A edição especial da Piauí que será distribuída de graça na FLIP do dia primeiro ao dia cinco de julho (período de duração da feira) contou com um concurso literário homenageando o ilustrador Al Parker: os participantes deveriam escrever uma história original com base em uma de suas ilustrações. Resolvi participar do concurso e escrevi um conto/crônica que acho que ficou bem bacana. Qual não é a minha satisfação (puts, que frase feita...) quando descubro, hoje, que o meu conto foi o vencedor do concurso! Já tinha decidido postá-lo aqui no Mi Esperma Urgente, só faltando-me tempo para fazê-lo... Pois bem, faço-o agora:



CLARICE NÃO QUERIA



Clarice não queria ser famosa. Clarice não queria carros, brilhantes ou vestidos de alta-costura. Clarice não queria cachorros de raça tomando conta do jardim com fonte e esculturas de estilo neoclássico e, sobretudo, Clarice não queria Ricardo.

Ricardo era uma espécie de homem à moda antiga, gentil e discreto. Trabalhava geralmente de tarde, jantava por volta das 20 horas, não fumava mais de meio maço por dia e não dormia sem um cálice de licor. Ricardo não bebia nada alcoólico além de licor. Ricardo não gostava de charutos. Ricardo não ria, a não ser em raras ocasiões, e não falava além do necessário. Ricardo não amava Clarice.

Clarice vivia de sua imagem. Vivia dos vestidos e brilhantes que ostentava sem orgulho. Vivia das colunas sociais e dos sorrisos marcados pelo batom carmim. Vivia do delicado lápis preto em torno do olho. Vivia por viver. Clarice não vivia.

Ricardo oferecia jantares em que Clarice sempre estava: carmim, lápis, vestido e brilhantes. Nos jantares, Clarice ria elegantemente - nem alto demais, o que seria indelicado, nem baixo demais, o que demonstraria timidez -; comia pouco, bebia não mais que alguns goles. Nos jantares, Clarice não fumava.

Clarice não queria viajar com Ricardo. Clarice não queria andar de avião, fazer malas, comprar roupas. Clarice não queria ter que voltar e jantar e sorrir, e viajar de novo, fazer malas, pegar táxis. Ricardo corria as cidades em busca das melhores oportunidades e quase não olhava os lugares por onde passava. Clarice nem lembrava que passava por aqueles lugares.

Clarice sabia que Ricardo sabia. Ricardo nunca disse que sabia. Clarice sentou-se no chão do quarto, apagou o cigarro. Deitou-se, enfim. Queria chorar, mas não chorou. Ricardo entrou. Clarice olhou Ricardo. Ricardo queria passar, Clarice deu passagem. No dia seguinte haveria festa, mais licor e mais brilhantes. Seria o dia mais importante do ano, o dia mais aguardado por todos.

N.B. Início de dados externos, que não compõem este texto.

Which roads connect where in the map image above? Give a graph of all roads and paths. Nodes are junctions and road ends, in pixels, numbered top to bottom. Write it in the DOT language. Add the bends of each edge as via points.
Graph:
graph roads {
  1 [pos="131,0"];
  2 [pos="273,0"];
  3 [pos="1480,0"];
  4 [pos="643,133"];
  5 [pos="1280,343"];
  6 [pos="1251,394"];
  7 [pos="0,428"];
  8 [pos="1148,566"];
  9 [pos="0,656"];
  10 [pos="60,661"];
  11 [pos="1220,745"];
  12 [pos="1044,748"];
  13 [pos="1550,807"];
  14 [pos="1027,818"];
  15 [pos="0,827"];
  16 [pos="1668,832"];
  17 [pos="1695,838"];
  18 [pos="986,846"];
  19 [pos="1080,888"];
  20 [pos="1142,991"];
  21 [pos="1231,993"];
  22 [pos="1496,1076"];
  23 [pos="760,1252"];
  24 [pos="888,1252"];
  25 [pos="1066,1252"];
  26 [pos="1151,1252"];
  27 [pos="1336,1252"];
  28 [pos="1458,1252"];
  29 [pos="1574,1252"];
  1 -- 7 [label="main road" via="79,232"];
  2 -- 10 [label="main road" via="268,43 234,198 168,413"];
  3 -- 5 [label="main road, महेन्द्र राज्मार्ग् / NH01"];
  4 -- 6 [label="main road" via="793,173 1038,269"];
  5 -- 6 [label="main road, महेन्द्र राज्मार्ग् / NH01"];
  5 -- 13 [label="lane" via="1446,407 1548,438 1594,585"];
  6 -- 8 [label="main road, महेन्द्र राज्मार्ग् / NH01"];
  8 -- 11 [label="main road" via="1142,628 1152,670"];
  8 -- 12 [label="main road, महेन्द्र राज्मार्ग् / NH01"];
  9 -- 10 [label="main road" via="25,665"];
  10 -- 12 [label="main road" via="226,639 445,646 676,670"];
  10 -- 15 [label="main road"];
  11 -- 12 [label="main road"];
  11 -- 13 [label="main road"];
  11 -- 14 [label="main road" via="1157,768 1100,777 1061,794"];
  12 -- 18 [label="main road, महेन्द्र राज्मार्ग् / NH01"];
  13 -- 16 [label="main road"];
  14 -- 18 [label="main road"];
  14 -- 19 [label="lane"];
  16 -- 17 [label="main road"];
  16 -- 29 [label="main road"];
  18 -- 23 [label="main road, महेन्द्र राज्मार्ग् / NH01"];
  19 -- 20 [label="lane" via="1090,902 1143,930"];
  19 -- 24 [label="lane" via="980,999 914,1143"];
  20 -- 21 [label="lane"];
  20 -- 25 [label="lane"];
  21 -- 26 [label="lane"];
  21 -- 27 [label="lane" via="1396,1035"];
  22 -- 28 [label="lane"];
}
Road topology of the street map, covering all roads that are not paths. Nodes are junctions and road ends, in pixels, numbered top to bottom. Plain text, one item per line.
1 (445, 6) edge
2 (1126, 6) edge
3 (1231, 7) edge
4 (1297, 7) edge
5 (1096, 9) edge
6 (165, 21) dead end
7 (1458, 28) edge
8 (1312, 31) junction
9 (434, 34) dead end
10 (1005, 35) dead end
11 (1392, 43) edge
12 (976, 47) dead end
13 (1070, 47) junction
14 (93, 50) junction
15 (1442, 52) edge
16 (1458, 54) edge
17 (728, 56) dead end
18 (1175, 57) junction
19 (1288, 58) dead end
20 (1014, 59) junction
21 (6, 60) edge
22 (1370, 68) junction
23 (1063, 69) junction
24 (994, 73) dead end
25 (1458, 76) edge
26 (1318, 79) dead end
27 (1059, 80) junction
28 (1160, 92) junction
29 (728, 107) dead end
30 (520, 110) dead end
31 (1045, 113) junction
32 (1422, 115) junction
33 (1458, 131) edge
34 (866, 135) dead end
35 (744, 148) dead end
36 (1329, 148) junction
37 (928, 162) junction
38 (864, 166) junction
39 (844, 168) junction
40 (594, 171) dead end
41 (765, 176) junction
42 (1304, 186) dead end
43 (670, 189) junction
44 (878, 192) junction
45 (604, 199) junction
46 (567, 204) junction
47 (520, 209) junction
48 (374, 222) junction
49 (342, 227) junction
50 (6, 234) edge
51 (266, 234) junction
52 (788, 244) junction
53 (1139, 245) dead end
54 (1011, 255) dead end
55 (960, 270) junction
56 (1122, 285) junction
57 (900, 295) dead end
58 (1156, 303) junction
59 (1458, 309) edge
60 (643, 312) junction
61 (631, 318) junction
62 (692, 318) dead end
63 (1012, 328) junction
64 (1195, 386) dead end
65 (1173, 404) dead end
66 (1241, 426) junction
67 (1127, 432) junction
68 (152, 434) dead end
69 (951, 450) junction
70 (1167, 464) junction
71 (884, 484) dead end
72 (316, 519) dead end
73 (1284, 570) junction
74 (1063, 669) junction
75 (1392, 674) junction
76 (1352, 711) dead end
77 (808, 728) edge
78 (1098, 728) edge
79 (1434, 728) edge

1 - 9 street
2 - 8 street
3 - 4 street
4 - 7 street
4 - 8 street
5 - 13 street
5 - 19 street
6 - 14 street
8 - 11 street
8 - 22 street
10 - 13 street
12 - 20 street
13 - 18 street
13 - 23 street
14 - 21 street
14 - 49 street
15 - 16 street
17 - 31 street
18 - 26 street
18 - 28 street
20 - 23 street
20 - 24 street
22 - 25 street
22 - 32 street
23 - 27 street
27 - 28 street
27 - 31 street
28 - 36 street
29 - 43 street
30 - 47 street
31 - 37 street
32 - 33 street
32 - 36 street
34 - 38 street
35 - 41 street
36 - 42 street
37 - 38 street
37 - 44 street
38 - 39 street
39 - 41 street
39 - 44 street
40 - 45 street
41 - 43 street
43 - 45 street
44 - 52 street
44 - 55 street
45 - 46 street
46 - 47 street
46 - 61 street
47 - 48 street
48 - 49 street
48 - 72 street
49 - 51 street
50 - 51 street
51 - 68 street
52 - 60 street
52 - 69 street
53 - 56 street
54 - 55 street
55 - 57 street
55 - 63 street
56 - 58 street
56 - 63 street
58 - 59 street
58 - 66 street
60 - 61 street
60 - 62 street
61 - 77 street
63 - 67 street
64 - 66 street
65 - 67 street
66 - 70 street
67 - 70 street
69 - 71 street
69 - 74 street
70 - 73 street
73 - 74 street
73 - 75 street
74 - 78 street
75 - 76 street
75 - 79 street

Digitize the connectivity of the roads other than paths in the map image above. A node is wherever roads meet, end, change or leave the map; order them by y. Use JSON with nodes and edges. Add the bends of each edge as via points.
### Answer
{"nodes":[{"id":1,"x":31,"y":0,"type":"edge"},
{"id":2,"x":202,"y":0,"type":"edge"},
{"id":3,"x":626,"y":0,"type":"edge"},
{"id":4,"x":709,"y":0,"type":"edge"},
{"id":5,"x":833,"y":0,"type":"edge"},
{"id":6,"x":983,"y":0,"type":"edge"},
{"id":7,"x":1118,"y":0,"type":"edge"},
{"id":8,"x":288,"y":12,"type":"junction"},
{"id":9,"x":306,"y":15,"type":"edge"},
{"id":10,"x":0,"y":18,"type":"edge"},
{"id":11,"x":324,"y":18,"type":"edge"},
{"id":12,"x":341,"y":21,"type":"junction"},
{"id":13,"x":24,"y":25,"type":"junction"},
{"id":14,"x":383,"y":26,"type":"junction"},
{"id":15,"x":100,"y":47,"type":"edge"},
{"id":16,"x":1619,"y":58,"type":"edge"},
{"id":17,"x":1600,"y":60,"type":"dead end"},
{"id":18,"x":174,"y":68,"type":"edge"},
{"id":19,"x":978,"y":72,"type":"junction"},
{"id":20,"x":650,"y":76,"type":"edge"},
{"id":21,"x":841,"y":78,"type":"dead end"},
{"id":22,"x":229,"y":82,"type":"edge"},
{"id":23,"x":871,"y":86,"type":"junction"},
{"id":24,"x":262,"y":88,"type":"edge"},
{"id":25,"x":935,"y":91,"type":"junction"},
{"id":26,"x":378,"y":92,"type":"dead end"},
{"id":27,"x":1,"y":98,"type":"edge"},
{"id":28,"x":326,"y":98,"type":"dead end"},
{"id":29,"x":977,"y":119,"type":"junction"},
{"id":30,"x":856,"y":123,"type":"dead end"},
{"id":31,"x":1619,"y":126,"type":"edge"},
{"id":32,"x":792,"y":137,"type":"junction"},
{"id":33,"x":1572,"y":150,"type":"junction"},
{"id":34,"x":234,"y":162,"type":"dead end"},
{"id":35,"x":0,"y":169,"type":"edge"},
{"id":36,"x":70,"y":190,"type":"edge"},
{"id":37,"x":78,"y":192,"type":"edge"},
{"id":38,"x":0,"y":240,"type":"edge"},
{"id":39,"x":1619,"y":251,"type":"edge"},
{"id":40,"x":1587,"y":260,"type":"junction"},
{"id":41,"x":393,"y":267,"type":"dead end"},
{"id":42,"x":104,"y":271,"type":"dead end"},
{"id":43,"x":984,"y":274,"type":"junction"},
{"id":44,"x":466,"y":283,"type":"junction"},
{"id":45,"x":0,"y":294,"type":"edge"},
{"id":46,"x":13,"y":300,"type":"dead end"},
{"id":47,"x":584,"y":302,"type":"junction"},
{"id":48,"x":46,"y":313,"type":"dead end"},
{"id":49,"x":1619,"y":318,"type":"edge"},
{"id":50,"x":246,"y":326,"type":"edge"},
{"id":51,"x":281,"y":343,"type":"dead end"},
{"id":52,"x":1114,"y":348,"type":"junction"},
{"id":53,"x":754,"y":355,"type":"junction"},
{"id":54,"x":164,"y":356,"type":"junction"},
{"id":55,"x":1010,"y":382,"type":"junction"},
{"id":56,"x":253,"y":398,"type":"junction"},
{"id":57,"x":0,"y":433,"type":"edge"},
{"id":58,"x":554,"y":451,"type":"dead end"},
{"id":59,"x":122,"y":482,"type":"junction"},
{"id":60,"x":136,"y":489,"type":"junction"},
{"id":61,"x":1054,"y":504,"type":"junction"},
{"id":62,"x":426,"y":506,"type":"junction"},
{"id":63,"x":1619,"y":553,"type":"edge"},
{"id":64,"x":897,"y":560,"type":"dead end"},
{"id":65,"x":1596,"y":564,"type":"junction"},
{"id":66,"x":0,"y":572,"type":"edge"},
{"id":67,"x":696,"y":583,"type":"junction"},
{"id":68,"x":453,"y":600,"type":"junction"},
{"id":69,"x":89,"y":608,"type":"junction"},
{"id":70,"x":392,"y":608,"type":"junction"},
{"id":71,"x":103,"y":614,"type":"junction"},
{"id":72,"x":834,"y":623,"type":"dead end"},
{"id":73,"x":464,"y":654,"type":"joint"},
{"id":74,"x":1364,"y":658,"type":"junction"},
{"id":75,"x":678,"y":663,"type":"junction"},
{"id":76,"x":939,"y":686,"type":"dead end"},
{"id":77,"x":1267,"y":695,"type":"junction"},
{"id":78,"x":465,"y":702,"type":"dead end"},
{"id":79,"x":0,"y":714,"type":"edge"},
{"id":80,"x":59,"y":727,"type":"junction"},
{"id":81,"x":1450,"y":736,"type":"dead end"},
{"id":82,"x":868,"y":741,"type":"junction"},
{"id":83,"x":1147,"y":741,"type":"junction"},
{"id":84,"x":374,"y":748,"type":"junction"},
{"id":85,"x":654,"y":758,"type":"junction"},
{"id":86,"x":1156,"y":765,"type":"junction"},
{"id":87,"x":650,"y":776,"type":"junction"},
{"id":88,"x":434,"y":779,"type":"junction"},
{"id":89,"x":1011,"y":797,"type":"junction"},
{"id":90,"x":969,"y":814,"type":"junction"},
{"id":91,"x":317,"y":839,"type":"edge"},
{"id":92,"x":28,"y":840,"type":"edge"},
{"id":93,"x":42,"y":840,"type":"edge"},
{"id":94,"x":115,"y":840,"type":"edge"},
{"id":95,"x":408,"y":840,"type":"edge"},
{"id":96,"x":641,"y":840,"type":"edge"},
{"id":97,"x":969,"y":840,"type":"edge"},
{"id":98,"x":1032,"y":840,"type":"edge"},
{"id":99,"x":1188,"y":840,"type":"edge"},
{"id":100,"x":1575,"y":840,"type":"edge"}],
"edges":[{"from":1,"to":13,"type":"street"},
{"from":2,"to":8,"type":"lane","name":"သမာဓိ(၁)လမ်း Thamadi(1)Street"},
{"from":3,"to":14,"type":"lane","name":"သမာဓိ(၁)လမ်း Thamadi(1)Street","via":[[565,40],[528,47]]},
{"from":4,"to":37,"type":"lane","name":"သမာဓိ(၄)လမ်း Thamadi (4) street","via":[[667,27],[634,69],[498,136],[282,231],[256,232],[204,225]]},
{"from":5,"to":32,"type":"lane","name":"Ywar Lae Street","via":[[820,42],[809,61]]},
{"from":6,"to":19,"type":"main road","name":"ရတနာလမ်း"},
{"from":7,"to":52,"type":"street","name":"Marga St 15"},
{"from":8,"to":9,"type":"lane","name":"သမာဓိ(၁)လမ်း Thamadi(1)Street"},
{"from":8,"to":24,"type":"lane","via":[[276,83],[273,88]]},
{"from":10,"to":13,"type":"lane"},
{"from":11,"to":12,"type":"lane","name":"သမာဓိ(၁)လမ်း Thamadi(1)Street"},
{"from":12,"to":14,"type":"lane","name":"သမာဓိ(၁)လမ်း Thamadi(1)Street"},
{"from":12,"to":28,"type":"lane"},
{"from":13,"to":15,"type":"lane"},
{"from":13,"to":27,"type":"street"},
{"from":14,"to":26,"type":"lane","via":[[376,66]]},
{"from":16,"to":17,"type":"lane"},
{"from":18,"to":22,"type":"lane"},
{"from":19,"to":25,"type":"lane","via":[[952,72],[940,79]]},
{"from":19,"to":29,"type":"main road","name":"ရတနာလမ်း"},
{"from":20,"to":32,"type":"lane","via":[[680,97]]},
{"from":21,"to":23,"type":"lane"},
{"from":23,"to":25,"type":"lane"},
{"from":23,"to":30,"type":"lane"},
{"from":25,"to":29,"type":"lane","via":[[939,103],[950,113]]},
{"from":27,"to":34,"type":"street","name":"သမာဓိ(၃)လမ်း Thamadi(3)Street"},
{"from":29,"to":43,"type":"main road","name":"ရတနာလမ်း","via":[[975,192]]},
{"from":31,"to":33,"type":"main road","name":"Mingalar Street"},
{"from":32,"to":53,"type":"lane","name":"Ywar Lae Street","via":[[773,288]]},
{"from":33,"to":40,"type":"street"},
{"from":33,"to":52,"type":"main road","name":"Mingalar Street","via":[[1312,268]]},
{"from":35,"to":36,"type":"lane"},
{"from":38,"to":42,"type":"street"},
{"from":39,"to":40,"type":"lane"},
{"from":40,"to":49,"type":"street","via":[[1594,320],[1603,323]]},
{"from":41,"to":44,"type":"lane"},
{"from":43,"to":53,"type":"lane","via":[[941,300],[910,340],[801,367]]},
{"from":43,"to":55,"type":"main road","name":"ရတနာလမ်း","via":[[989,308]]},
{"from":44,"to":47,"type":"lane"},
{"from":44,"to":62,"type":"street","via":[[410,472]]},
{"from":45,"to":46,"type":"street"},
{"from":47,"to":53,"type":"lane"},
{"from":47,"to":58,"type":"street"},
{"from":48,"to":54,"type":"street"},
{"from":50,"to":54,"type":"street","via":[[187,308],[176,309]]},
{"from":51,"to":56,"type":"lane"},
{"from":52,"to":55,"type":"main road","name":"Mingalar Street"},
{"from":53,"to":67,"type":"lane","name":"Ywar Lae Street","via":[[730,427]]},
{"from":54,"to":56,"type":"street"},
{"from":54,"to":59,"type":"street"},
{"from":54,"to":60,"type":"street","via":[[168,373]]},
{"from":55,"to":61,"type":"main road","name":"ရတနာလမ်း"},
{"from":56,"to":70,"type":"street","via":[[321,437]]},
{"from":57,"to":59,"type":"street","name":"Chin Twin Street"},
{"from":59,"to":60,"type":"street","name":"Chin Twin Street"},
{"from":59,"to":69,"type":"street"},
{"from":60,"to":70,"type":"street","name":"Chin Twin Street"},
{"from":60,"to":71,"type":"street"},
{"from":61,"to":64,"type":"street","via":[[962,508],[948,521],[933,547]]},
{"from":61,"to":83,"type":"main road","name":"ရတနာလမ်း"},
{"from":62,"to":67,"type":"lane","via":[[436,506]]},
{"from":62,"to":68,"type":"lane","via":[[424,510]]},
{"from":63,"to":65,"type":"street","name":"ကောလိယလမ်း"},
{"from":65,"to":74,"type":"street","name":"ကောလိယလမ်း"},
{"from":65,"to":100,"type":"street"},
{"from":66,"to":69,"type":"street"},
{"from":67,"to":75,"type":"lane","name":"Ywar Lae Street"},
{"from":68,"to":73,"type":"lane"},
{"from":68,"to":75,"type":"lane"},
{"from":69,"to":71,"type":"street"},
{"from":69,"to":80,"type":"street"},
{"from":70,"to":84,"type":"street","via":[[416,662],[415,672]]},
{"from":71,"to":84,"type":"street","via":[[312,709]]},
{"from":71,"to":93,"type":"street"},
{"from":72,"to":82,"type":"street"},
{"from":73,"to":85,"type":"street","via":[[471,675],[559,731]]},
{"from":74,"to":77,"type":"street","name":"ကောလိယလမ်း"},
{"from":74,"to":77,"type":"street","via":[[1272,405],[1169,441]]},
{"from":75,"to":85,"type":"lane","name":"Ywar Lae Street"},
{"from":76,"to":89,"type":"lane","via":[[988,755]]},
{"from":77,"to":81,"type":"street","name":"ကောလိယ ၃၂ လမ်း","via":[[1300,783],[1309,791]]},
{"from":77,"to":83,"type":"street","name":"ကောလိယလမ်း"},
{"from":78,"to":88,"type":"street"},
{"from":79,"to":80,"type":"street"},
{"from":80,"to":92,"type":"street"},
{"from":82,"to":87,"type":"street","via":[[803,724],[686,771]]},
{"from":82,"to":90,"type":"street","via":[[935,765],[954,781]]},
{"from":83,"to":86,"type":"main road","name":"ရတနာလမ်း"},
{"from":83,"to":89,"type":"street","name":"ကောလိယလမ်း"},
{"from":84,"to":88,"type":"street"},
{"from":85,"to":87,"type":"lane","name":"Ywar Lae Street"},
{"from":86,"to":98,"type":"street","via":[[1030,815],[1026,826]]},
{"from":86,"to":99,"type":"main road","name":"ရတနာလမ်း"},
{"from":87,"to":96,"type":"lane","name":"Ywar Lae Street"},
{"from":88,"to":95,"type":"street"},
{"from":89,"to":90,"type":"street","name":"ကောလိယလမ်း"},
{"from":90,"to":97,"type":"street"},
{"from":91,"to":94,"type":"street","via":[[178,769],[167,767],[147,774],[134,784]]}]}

Ricardo queria que tudo fosse perfeito. Clarice levantou-se do chão, tirou o lápis preto, o vestido, o batom.

Clarice não queria.

------

Gostaria de agradecer a galera da edição pelos os comentários generosos!

"Não foi apenas com desassombro que João Gabriel da Silva Ascenso enfrentou o desafio brutal de urdir uma historieta memorável a partir da ilustração ao lado, selecionada, diga-se, com bom gosto exemplar, pelo corpo de eruditos sustentados por piauí. Não. João Gabriel da Silva Ascenso também pôs em campo o talento que o Senhor, na Sua infinita munificência, lhe concedeu. A evidência não mente: estamos diante de um fenômeno maior. Não espantará se, ano que vem, esta feira literária dedicar mais de um colóquio à sua obra, que até lá, espera-se, já será mais extensa do que a de Josué Montello.*

* A bem da verdade, esta introdução foi escrita antes de escolhermos o vencedor. Por questões de prazo, deixamos em aberto apenas o nome do escriba. Diante do resultado, precisamos confessar: assim como Clarice, também não sabemos direito por que premiamos esse texto. Talvez por estarmos perplexos. Não se fala de outra coisa por aqui. Por todas as opalas de Teresina, que diabos Clarice sabia que Ricardo sabia mas Ricardo nunca disse que sabia? Precisamos saber. Quanto a Clarice, vão aqui algumas sugestões: divórcio, Lexotan, Frontal, Vicodin, Wellbutrin e, se nada disso der certo, eletrochoque. Ou um chacoalhão muito bem dado."

Fica aqui meu obrigado à Piauí e a todas as opalas de Teresina. Quanto às sugestões, fiquem certos de que Clarice tomará nota!